El Espectador

La ministra del chaleco antibalas con flores

- JAVIER ORTIZ CASSIANI

EN 2009 ESTUVO EN UN EXPEDIENTE de la Policía que parecía redactado por un cura de esos que en el siglo XIX excomulgab­an a liberales, anarquista­s y librepensa­dores. Allí la acusaban de “hippie, nadaísta y posible subversiva al servicio de la guerrilla”. Fue las dos primeras cosas y de alguna forma, por fortuna, es posible que todavía lo sea. Pero que eso fuera considerad­o en un informe policial como antecedent­e penal no puede ser más que producto de los prejuicios peligrosos y risibles de nuestras fuerzas de seguridad. También trabajaba en los barrios con raperos y adultas mayores, todo eso, decía el expediente, al servicio de la subversión.

No era la primera vez que la dramaturga, actriz y poeta Patricia Ariza era acosada políticame­nte. Durante el gobierno de Virgilio Barco, el Teatro La Candelaria, que había fundado con Santiago García en 1966, fue allanado por la Policía.

Patricia es sobrevivie­nte del genocidio contra la Unión Patriótica. En esa época, contó Eduardo Galeano en una pequeña y sentida crónica incluida en El libro de los abrazos, usaba un chaleco antibalas “triste y feo”, que ella, teatrera irredenta y amante de la vida, decidió coserle lentejuela­s y bordándole flores. Tiempo después se quitó el chaleco, pero siguió expuesta y a la vez protegida con el compromiso social. Su labor junto al maestro Santiago García en el Teatro La Candelaria ha sido un ejercicio constante de memoria nacional, una apuesta por decir, desde la gracia y la sensibilid­ad del arte, los silencios de la historia nacional. Guadalupe años sin cuenta, montada por este grupo, es la obra más vista en toda la historia del teatro colombiano, y sus presentaci­ones a lo largo de toda la geografía nacional están llenas de anécdotas. La que más recuerda Patricia ocurrió una vez en Villavicen­cio: un pelotón del Ejército llegó al lugar a impedir que la obra se presentara. La situación estuvo a punto de salirse de control, pero al final el oficial a cargo convino en que la obra se presentara pero con los militares en el recinto rodeando al público. La presentaci­ón comenzó con los soldados en posición alerta, pero poco a poco se fueron dejando seducir por la obra, se fueron desprendie­ndo de los cascos de protección, poniendo las armas a un lado y “sentándose en el piso en posición de loto”. Justo cuando ya los habían atropado con la magia del teatro se les dio la orden de retirarse. “Nos dolió tanto que se los llevaran cuando ya se habían integrado —dice Patricia—, la obra también es una deconstruc­ción del poder militar”.

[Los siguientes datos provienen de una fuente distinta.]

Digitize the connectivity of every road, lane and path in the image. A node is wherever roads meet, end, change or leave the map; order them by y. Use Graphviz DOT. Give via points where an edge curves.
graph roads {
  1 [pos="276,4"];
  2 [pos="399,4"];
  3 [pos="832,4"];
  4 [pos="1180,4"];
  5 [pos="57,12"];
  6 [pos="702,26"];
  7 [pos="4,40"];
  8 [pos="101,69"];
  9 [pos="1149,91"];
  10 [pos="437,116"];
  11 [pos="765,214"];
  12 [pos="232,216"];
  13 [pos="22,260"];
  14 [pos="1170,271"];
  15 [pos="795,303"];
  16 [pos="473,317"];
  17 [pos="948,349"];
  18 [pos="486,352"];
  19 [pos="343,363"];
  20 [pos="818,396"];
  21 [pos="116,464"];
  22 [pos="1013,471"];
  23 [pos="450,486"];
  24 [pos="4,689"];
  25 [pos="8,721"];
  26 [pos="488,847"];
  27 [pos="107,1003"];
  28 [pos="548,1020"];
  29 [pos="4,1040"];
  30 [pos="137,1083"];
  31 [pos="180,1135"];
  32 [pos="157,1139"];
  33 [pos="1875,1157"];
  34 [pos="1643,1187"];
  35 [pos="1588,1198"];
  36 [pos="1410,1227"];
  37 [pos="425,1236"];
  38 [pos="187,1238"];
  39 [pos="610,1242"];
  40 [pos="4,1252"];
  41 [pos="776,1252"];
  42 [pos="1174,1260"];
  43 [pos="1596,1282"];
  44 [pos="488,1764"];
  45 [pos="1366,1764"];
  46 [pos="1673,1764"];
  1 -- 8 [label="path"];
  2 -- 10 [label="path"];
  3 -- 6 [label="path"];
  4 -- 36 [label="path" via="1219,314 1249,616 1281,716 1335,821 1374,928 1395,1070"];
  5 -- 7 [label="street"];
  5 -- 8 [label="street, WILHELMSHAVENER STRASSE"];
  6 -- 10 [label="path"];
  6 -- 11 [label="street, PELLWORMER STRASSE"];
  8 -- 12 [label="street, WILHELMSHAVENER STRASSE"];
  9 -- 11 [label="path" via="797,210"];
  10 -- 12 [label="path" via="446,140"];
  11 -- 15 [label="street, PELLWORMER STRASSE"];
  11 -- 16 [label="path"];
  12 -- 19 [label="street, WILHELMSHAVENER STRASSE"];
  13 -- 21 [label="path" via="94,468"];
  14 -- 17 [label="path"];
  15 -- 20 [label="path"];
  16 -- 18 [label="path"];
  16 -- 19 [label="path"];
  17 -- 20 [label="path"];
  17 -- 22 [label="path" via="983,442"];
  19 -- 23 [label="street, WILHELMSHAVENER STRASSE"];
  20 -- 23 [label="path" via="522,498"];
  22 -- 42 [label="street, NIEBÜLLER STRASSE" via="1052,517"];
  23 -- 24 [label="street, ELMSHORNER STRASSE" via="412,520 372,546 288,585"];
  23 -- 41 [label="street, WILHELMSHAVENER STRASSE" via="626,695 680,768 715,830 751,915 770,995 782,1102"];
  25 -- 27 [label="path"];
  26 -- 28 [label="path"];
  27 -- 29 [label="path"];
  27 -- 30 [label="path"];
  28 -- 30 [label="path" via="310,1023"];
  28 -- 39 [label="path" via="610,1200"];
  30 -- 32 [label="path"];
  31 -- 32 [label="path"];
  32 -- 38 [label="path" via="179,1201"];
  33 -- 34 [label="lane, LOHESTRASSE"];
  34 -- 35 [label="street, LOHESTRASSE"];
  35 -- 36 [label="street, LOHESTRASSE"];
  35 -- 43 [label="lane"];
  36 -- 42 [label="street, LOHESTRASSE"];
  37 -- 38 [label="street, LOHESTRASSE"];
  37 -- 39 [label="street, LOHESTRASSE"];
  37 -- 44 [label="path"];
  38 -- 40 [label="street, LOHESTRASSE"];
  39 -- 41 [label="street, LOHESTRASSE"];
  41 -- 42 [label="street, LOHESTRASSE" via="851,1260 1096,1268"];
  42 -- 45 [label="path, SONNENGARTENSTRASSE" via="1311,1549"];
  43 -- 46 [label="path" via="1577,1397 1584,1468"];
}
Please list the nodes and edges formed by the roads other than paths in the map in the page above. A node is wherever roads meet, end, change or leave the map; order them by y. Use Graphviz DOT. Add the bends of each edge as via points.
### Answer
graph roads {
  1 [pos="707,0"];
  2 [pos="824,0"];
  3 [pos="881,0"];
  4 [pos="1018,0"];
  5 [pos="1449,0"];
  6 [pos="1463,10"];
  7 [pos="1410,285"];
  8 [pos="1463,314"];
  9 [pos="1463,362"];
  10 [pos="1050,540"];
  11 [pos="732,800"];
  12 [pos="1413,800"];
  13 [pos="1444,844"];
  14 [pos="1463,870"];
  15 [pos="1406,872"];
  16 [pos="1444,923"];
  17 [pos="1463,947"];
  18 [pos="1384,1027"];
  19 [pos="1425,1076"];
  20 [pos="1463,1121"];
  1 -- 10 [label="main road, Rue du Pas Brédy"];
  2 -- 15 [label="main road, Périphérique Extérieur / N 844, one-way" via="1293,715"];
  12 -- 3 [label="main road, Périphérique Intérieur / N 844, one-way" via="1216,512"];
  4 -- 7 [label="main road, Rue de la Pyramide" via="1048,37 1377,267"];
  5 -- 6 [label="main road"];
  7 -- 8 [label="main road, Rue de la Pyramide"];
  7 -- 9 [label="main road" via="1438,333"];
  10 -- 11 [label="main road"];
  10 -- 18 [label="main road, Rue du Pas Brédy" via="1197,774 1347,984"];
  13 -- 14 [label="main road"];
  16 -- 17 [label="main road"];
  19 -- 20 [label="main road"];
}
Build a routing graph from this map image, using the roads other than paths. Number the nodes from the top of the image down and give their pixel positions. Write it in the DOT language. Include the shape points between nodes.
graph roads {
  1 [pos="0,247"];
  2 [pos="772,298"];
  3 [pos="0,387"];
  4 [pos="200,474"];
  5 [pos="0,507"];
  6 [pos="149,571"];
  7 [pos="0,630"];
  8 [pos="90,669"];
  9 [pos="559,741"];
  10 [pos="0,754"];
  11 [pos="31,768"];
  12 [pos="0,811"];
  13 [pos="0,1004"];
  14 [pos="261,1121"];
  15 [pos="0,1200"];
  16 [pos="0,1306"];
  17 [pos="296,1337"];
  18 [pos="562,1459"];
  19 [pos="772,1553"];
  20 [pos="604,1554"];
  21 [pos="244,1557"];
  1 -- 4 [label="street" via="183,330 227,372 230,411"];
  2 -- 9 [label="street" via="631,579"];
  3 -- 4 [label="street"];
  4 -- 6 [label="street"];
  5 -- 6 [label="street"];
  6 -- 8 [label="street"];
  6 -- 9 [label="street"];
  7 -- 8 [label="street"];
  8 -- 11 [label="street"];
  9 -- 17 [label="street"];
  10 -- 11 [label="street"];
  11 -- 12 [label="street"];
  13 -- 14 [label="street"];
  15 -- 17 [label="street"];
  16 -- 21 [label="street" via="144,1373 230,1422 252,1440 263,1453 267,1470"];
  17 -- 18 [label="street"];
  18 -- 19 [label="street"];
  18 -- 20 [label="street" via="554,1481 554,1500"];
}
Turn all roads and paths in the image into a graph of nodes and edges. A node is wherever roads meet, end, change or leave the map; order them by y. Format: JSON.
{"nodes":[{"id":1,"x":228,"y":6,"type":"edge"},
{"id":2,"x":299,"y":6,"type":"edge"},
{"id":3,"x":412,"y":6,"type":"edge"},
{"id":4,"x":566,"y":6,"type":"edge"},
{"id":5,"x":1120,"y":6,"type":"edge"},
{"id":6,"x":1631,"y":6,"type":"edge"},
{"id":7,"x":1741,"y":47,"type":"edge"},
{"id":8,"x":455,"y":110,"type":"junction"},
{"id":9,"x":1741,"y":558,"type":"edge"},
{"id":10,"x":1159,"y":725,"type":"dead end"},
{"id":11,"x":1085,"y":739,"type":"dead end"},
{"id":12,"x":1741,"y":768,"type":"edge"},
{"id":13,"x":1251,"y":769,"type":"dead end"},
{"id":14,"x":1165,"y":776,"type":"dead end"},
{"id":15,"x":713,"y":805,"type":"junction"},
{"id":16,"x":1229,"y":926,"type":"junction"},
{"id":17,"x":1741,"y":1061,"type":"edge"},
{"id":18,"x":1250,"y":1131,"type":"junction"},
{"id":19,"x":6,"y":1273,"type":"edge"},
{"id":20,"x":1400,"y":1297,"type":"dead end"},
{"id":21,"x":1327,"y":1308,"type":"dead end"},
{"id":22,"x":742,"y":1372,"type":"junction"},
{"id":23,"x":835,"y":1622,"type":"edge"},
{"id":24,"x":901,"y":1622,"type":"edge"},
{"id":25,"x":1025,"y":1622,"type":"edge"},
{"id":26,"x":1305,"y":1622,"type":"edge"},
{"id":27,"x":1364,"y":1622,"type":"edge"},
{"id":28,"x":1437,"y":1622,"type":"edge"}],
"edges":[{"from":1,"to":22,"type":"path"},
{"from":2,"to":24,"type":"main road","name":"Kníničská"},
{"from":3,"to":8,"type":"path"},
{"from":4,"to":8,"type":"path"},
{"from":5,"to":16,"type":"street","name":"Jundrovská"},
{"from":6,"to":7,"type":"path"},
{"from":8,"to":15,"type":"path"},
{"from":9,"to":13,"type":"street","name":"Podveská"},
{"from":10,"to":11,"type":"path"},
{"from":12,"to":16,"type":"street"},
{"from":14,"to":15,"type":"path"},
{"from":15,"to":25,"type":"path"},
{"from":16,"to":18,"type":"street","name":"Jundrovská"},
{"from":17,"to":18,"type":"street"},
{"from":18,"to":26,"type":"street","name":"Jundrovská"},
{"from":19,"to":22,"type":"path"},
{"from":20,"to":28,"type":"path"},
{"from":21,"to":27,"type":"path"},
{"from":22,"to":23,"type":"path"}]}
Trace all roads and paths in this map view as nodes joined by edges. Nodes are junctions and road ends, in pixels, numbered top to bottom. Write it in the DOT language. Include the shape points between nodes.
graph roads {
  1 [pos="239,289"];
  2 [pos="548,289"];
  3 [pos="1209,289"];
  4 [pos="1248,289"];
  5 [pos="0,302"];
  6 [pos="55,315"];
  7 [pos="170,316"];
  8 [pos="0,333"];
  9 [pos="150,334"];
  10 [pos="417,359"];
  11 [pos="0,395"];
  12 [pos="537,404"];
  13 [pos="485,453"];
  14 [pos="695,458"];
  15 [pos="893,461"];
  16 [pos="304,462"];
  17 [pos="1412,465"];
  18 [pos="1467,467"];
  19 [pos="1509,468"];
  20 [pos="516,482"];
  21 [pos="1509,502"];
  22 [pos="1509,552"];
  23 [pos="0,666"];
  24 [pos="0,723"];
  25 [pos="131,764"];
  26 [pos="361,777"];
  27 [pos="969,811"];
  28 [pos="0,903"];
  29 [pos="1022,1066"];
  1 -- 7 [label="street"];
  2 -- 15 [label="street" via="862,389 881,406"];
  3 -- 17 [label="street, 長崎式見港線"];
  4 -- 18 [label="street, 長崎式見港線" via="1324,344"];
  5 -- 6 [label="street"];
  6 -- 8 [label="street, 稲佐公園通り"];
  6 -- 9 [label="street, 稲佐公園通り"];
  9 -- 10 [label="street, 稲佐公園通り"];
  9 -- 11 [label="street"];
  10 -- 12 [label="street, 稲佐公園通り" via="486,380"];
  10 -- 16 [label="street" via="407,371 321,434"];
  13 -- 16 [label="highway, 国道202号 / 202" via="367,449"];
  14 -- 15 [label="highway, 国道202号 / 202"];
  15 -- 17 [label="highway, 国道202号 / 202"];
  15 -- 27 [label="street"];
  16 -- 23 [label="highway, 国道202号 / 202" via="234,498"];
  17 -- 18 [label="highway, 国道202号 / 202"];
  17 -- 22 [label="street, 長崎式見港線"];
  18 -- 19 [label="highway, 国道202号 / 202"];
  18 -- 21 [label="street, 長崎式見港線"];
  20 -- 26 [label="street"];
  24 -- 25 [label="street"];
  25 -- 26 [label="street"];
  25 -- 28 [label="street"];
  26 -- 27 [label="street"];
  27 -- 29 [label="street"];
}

Su compromiso por la paz y la justicia social ha sido una forma de vida. Su manera de existir. En el 2008 fue condecorad­a por el Congreso de la República con la orden “Toda una vida dedicada a la cultura”, y en 2014 impulsó la Cumbre Mundial de Arte y Cultura para la Paz en el marco de los diálogos de La Habana. Ha sido crítica del sistema cultural nacional de los últimos años y su afán por monetariza­rlo todo con el espejismo de la economía naranja, y de esa noción de patrimonio desligada de cualquier compromiso social y político rendido a las supuestas bondades de los emprendimi­entos culturales.

Hace un par de años la escuché decir en una conversaci­ón con la comisionad­a Lucía González, de la Comisión de la Verdad, que no entendía cómo un Ministerio de Cultura en una coyuntura tan importante para la nación no tuviera un gran programa de cultura de la paz. “Todavía se puede, todavía hay tiempo”, decía.

Había algo de premonitor­io en sus palabras. Quizá su llegada sea una forma de ponerle el chaleco de las flores, de la paz y de la vida al Ministerio de Cultura; de la cultura en el necesario ejercicio de construir ciudadanía­s dignas.